Russian Foreign Minister Sergey Lavrov said Russian and U.S. diplomats are meeting Sunday with U.N. peace envoy Lakhdar Brahimi for more talks on Syria, adding that the Americans were wrong to see Moscow as softening its position
Russian Foreign Minister Sergey Lavrov said Russian and U.S. diplomats are meeting Sunday with U.N. peace envoy Lakhdar Brahimi for more talks on Syria, adding that the Americans were wrong to see Moscow as softening its position.
Russia agreed to take part in the talks in Geneva, he said, on the condition there would be no demand for Syrian President Bashar Assad to step down.
“We’ll not allow the Libyan experience to be reproduced in Syria. Unfortunately our Western partners have departed from the Geneva accords and are seeking the departure of [Syrian President] Bashar al-Assad,” he pointed out.

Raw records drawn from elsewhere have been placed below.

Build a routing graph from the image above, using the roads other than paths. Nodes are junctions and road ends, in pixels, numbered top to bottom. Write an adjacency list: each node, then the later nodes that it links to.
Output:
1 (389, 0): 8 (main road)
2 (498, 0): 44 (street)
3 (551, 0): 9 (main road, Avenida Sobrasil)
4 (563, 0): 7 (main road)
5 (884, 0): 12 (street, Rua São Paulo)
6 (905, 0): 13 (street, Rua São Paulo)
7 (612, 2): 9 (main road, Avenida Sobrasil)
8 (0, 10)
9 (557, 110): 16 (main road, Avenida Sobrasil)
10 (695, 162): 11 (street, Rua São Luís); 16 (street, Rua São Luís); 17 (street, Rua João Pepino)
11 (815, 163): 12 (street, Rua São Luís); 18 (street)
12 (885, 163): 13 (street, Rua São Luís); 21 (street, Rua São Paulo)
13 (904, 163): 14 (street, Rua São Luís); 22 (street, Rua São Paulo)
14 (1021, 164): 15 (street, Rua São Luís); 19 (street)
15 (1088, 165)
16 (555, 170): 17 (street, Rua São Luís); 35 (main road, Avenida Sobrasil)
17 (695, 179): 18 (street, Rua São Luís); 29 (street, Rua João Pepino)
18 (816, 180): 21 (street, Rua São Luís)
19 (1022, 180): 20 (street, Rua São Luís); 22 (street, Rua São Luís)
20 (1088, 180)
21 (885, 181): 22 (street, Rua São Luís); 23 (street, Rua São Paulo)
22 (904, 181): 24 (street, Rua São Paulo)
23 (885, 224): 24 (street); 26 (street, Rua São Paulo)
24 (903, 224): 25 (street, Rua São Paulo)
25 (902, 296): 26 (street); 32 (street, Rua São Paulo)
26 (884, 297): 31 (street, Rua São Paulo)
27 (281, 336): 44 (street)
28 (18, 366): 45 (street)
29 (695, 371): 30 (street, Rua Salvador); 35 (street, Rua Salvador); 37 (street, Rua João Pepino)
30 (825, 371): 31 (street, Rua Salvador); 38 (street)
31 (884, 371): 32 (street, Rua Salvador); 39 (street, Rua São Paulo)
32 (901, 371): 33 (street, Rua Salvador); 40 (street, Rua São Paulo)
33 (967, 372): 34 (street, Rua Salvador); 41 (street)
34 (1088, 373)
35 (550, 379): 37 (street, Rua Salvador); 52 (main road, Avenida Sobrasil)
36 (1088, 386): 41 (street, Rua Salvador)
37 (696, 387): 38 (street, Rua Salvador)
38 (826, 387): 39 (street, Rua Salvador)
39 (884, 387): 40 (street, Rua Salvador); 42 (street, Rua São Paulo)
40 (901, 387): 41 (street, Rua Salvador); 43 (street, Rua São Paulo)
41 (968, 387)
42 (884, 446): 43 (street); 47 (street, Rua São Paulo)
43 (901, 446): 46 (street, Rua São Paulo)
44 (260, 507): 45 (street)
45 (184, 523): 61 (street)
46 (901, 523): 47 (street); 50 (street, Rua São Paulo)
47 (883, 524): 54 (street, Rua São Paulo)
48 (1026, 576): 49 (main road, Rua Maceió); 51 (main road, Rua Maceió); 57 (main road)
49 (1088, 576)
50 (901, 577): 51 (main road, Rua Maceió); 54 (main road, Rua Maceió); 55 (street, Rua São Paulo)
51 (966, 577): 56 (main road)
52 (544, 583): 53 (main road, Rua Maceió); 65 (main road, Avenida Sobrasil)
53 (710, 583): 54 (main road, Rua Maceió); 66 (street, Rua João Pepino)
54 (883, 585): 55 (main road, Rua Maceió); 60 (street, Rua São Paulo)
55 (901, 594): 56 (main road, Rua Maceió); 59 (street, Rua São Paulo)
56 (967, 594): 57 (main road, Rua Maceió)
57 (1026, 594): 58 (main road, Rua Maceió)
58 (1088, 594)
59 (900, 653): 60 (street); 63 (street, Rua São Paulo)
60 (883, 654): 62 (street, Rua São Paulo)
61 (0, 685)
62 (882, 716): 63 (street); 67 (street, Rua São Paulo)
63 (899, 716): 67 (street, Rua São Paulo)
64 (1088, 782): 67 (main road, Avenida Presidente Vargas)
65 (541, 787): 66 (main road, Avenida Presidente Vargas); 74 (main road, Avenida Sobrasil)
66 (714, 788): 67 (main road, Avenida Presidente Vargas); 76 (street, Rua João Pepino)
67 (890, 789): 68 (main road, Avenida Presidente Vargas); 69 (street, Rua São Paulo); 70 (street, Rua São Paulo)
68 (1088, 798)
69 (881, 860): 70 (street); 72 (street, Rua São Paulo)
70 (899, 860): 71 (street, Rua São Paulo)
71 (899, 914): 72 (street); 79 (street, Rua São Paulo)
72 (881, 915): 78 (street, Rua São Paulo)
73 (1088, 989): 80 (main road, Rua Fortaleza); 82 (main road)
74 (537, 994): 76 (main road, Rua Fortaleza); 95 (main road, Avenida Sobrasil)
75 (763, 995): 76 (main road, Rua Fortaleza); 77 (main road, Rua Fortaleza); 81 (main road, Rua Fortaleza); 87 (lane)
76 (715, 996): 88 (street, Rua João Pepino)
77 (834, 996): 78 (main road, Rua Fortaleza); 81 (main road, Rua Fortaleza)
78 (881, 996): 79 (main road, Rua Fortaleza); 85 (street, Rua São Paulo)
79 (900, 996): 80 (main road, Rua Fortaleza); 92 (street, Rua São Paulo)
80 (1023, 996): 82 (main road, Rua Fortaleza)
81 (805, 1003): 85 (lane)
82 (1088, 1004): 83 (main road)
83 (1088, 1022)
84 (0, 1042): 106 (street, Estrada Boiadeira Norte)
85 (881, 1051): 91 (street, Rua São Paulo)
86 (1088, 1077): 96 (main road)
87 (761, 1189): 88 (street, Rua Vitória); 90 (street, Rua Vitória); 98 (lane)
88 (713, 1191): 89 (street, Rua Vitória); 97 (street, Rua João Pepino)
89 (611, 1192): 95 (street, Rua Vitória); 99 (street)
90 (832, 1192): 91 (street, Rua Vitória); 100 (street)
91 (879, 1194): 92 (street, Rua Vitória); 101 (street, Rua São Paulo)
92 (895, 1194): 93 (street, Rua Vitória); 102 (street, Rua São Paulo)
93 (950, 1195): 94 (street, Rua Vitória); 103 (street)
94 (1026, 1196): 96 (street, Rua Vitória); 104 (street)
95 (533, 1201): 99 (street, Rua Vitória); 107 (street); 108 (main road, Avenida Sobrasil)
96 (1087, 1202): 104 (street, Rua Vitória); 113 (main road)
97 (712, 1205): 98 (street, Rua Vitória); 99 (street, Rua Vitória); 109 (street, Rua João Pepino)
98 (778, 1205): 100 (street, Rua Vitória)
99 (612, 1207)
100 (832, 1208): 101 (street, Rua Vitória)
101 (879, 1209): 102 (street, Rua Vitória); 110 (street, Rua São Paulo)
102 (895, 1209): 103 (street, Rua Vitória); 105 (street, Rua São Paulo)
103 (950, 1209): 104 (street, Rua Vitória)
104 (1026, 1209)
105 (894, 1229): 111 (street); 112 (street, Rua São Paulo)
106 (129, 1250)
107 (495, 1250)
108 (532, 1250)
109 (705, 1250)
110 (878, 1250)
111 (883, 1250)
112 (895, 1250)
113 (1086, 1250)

“We are not conducting any negotiations on the fate of Assad,” Lavrov said Sunday. “All attempts to portray things differently are unscrupulous, even for diplomats of those countries which are known to try to distort the facts in their favor.”
Lavrov met last week with Brahimi and U.S. Secretary of State Hillary Rodham Clinton in Dublin. Afterward, Clinton said the United States and Russia were committed to trying again to get both sides in the Syrian conflict to talk about a political transition. Clinton stressed that the U.S. would continue to insist that Assad's departure be a key part of that transition.
Russia's foreign minister said that after he agreed to a U.S. proposal to have his and Clinton's deputies "brainstorm" on Syria, the Americans began to suggest that Russia was softening its position.
"No such thing," Lavrov said. "We have not changed our position."
He urged the international community to come together and "with one voice" to demand a ceasefire, return U.N. observers in bigger numbers and begin a political dialogue. Lavrov repeated that Russia was not wedded to Assad but believed that only the Syrians have the right to choose their leaders.
Addressing fears that Assad could use chemical weapons in a last-ditch effort to save his regime, Lavrov once again said the Syrian government has given assurances that it has no intention of ever using the weapons of mass destruction. He said the greatest threat is that they would fall into the hands of militants.